Stored data entries:
________________
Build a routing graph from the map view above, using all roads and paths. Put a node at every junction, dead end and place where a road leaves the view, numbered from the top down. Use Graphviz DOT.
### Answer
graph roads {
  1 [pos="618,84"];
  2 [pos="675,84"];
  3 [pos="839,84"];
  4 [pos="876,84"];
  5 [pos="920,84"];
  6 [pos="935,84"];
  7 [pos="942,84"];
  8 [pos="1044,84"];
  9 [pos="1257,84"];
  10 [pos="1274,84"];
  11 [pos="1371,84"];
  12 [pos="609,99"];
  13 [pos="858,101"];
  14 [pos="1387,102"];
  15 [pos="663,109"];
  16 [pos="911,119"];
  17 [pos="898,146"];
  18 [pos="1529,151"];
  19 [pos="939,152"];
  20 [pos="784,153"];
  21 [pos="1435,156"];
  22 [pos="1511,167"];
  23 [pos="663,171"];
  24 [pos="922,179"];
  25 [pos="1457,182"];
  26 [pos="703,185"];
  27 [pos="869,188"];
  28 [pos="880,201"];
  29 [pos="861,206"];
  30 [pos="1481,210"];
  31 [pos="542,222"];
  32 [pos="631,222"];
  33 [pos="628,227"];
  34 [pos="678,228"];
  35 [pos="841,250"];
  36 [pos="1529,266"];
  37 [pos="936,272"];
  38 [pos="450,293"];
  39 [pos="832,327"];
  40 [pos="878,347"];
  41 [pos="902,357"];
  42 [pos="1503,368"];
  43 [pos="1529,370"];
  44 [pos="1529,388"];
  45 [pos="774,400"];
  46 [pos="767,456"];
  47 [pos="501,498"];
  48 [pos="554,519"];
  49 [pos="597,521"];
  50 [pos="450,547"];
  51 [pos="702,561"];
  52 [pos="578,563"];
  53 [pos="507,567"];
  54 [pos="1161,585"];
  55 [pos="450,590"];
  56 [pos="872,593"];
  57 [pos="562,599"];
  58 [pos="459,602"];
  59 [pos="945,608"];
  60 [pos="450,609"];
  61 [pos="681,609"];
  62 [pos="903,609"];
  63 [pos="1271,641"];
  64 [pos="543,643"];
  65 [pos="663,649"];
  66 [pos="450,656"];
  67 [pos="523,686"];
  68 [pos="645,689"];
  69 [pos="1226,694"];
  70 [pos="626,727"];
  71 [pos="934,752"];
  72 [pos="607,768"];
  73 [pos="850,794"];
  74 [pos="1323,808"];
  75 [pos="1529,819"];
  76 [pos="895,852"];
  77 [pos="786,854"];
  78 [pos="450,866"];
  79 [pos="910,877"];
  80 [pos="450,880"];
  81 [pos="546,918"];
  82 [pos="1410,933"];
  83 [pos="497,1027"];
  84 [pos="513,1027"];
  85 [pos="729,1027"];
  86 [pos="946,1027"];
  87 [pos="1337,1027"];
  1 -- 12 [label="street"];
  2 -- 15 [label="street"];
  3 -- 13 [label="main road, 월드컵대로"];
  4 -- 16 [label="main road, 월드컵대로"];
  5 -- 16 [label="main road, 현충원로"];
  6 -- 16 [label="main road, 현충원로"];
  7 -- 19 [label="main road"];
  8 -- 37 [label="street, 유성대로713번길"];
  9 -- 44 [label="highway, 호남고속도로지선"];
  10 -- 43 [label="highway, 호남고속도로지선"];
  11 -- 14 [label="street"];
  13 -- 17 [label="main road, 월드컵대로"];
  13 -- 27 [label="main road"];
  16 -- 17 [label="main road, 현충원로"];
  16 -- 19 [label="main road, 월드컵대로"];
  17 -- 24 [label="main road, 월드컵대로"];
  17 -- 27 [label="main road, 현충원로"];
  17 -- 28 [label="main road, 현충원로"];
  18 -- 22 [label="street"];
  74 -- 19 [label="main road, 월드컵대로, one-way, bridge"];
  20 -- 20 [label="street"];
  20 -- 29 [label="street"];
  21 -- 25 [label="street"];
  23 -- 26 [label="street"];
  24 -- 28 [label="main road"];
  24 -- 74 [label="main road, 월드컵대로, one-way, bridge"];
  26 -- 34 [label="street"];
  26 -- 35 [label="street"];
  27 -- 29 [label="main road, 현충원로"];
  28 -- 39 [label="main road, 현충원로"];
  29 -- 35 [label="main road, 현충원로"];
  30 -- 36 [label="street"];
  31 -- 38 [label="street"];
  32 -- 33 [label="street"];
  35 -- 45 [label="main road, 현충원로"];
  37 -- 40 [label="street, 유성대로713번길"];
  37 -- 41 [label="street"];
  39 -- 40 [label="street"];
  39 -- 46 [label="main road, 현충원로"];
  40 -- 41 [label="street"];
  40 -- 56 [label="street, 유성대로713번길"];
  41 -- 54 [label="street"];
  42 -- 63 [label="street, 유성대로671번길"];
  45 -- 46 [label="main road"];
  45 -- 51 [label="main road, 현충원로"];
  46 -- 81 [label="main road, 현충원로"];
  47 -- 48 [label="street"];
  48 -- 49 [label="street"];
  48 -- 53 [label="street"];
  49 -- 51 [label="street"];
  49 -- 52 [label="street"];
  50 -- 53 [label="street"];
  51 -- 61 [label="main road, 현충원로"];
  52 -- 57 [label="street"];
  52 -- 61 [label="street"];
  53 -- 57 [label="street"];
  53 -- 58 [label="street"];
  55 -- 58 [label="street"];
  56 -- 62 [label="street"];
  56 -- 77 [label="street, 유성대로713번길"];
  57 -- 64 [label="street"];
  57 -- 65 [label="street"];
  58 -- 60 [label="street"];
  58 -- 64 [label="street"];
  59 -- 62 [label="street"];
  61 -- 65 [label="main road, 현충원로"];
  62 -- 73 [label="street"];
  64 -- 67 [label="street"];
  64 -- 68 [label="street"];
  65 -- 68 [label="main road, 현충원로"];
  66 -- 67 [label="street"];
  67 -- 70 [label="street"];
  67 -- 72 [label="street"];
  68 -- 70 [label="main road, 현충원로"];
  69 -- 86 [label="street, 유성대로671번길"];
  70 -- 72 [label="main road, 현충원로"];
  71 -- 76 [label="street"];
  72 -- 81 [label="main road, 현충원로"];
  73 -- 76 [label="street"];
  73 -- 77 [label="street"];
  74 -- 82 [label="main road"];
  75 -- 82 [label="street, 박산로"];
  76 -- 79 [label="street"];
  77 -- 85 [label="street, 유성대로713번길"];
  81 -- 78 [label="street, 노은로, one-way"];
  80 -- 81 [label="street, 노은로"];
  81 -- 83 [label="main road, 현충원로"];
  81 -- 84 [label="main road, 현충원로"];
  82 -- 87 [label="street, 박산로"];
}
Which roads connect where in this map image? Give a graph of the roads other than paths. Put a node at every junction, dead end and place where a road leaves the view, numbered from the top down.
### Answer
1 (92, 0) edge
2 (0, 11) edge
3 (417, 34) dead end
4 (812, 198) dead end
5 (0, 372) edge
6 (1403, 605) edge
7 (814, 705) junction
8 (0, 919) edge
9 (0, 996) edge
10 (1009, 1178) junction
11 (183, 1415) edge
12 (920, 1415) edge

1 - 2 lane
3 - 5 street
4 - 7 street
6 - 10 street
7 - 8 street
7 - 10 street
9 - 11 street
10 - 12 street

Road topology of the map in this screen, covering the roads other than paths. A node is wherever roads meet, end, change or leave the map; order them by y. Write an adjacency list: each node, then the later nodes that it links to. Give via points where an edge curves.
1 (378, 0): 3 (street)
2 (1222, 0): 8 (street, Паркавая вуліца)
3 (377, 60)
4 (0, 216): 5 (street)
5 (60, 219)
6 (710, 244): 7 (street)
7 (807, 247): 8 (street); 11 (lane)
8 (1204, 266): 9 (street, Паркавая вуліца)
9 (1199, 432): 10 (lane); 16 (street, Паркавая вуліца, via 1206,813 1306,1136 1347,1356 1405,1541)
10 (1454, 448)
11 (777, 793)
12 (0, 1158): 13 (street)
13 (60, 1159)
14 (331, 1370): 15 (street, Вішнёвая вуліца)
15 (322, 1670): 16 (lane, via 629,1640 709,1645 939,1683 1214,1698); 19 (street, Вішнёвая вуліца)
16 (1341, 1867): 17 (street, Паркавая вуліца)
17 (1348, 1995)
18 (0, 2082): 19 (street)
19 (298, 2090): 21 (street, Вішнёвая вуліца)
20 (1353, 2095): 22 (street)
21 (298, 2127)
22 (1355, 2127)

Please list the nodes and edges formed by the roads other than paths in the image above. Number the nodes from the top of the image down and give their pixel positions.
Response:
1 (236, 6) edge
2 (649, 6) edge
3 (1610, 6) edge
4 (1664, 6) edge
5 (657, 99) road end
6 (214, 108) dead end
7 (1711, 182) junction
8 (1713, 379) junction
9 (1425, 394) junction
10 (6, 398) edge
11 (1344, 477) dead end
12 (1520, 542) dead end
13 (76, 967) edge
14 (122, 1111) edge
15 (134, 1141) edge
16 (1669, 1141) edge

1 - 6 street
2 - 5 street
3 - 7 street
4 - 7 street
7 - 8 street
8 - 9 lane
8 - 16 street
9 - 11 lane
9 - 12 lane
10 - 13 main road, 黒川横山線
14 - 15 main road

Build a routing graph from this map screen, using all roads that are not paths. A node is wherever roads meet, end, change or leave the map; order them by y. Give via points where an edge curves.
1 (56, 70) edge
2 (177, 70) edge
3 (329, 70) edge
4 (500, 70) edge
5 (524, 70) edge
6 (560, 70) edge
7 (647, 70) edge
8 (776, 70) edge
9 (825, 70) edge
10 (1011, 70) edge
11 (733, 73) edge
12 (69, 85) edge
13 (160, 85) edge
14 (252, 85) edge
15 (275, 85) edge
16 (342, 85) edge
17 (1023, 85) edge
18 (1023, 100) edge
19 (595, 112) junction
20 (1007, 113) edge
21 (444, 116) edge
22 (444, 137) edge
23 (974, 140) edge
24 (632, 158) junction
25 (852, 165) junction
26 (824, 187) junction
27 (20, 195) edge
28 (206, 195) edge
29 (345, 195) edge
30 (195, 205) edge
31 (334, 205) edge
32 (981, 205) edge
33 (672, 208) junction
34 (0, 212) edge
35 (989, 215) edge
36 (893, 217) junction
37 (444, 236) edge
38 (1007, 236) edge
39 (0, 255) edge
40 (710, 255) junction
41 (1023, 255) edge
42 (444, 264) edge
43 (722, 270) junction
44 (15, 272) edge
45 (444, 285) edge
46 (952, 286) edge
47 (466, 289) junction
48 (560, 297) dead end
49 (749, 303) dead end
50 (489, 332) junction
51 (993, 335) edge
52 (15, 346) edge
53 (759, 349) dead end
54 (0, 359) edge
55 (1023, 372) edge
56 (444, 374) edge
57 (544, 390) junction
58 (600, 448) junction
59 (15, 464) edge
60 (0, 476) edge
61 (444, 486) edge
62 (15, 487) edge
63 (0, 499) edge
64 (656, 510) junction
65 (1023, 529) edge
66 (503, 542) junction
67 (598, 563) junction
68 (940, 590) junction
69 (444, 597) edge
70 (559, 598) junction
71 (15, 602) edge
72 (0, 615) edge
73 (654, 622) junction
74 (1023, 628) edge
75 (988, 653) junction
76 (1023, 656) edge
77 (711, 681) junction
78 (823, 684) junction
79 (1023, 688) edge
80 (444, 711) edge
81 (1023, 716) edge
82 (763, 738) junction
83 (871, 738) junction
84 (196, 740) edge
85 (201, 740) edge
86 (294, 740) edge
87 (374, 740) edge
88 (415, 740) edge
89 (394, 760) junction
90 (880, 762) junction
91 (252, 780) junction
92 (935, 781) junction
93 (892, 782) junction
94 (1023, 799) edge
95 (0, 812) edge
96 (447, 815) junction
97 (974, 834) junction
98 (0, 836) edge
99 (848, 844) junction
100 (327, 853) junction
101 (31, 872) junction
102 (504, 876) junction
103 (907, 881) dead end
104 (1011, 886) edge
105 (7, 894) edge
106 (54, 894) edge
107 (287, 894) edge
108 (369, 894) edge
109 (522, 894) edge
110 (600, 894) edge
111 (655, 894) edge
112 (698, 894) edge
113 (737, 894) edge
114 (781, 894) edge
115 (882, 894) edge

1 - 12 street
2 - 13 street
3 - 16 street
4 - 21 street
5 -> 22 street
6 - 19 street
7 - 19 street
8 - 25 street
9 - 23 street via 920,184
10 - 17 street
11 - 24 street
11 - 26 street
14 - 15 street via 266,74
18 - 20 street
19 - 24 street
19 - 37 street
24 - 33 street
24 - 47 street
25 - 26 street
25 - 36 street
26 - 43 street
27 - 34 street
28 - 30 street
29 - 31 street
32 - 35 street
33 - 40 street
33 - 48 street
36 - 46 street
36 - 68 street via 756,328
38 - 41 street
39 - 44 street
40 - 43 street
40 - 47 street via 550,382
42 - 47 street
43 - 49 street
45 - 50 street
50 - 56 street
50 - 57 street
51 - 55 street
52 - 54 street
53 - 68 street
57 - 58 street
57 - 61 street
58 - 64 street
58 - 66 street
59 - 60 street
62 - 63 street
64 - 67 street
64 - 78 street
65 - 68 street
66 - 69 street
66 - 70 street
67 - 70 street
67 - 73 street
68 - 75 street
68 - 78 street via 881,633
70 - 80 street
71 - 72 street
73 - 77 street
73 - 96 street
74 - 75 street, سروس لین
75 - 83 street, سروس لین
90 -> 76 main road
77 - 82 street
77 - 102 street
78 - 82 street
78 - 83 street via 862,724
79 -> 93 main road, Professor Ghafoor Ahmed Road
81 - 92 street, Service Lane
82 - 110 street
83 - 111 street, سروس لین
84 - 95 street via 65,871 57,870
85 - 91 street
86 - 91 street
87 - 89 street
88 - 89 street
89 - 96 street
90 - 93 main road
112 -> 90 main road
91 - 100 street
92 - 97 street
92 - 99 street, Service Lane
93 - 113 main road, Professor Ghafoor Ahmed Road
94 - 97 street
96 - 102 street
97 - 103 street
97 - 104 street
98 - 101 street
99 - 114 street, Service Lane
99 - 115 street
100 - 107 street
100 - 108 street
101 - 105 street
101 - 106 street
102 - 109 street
________________
- **WHAT YOU WILL DO**: Copy here each line of the preceding records with "Ahmed" in it.

- **EXERCISE ANSWER**:
79 -> 93 main road, Professor Ghafoor Ahmed Road
93 - 113 main road, Professor Ghafoor Ahmed Road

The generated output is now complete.